EXERCISE DETAILS — For each line in the data below that holds "Cavalo", return a copy.
*** Opening SOURCE MATERIAL ***
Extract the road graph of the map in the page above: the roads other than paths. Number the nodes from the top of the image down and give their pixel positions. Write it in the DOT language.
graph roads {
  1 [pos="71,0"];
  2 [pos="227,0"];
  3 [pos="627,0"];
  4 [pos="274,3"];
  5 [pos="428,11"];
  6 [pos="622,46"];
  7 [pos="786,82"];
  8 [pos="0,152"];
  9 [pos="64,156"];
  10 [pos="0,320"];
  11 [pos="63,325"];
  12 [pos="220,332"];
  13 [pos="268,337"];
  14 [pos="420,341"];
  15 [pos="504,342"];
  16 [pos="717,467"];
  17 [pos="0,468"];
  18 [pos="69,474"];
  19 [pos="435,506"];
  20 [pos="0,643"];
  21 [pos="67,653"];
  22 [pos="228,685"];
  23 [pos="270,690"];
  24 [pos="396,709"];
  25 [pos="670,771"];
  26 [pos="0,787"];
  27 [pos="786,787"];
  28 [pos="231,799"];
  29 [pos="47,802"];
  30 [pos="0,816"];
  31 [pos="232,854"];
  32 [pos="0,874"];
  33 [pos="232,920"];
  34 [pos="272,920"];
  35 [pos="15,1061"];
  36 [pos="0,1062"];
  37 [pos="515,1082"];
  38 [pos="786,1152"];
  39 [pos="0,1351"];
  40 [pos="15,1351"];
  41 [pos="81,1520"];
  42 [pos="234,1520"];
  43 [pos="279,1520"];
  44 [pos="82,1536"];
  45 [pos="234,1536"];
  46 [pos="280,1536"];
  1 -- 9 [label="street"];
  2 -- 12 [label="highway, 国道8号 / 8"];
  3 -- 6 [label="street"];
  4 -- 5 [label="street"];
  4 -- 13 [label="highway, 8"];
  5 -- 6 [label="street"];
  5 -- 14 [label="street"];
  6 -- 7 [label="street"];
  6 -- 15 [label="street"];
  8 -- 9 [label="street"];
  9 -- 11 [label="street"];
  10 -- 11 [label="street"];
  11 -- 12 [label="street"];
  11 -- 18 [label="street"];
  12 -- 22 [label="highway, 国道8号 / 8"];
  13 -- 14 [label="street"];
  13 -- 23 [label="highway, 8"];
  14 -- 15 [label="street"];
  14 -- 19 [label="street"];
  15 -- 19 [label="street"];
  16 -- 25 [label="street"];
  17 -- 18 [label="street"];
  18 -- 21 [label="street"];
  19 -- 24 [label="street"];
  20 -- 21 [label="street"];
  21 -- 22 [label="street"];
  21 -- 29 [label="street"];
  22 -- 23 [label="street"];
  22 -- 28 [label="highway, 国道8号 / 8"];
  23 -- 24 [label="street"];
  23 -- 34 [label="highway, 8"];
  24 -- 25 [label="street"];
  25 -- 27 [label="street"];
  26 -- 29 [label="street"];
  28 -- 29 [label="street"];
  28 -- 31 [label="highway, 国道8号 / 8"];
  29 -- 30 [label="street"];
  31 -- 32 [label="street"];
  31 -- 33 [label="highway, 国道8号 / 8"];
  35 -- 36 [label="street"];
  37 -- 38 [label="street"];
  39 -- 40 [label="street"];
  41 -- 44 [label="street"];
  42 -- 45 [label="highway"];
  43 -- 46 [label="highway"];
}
*** Closing SOURCE MATERIAL ***
*** Opening SOURCE MATERIAL ***
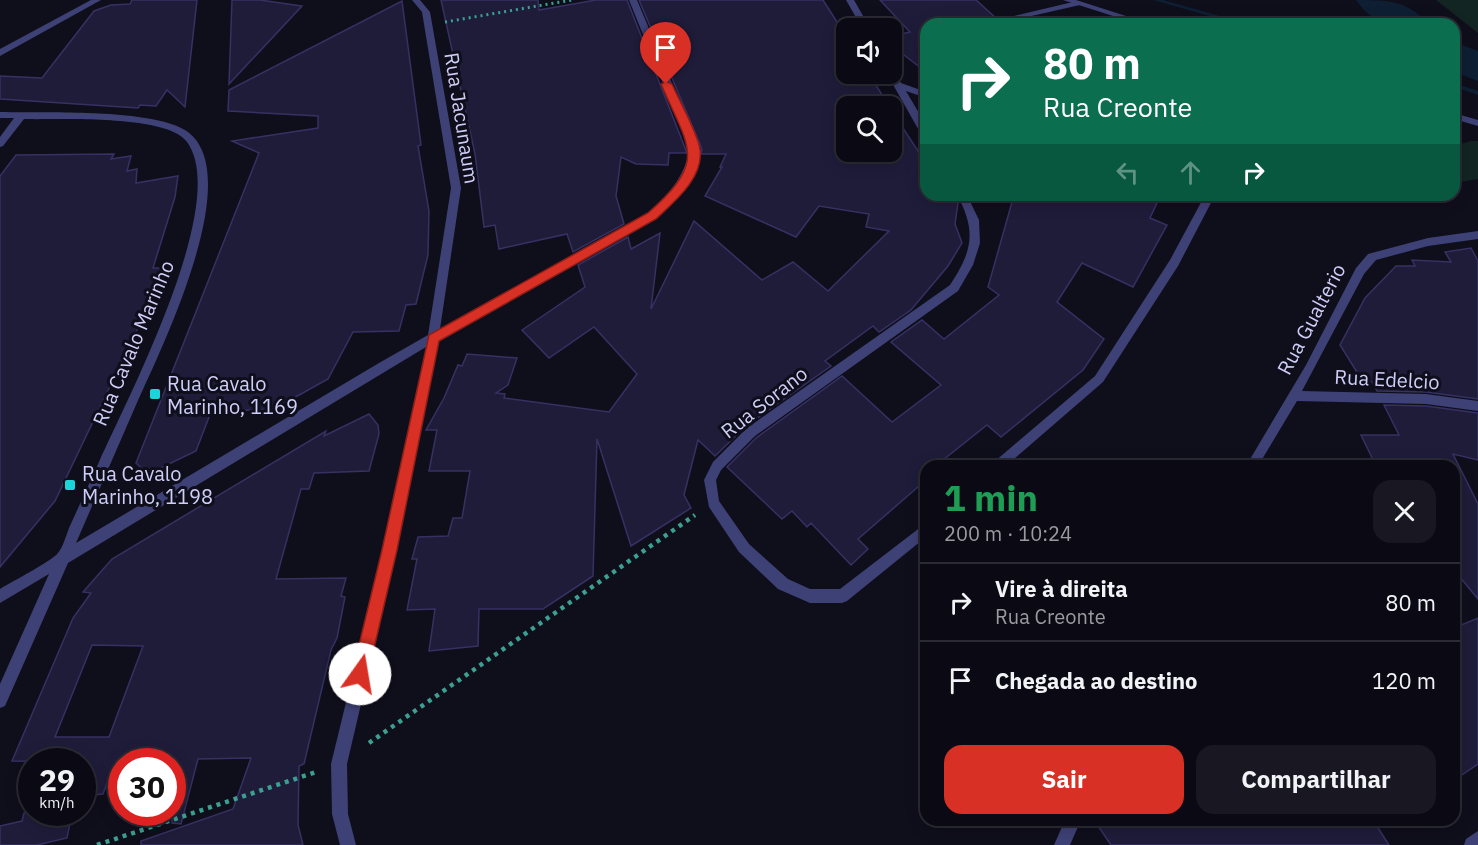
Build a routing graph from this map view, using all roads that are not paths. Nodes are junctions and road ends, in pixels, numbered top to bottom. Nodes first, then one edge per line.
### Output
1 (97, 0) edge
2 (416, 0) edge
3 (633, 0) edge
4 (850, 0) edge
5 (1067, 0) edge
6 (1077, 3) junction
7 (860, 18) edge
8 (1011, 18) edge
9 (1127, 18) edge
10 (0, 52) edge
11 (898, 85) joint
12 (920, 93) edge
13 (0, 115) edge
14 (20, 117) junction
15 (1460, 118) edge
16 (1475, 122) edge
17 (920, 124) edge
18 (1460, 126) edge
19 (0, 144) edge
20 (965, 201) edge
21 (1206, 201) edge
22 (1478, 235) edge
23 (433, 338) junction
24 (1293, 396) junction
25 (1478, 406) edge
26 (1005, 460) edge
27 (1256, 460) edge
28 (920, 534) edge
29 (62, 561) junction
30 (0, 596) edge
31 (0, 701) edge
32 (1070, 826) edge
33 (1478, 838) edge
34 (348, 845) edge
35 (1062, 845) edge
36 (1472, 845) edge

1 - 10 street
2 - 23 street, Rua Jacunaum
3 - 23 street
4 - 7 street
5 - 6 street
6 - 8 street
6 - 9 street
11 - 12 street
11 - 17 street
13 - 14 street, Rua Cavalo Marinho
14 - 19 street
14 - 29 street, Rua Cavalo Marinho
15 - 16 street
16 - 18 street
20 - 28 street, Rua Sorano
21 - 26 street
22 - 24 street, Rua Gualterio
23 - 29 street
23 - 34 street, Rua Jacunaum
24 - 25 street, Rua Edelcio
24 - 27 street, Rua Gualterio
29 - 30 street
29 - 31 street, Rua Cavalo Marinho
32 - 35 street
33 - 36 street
*** Closing SOURCE MATERIAL ***
EXERCISE ANSWER —
13 - 14 street, Rua Cavalo Marinho
14 - 29 street, Rua Cavalo Marinho
29 - 31 street, Rua Cavalo Marinho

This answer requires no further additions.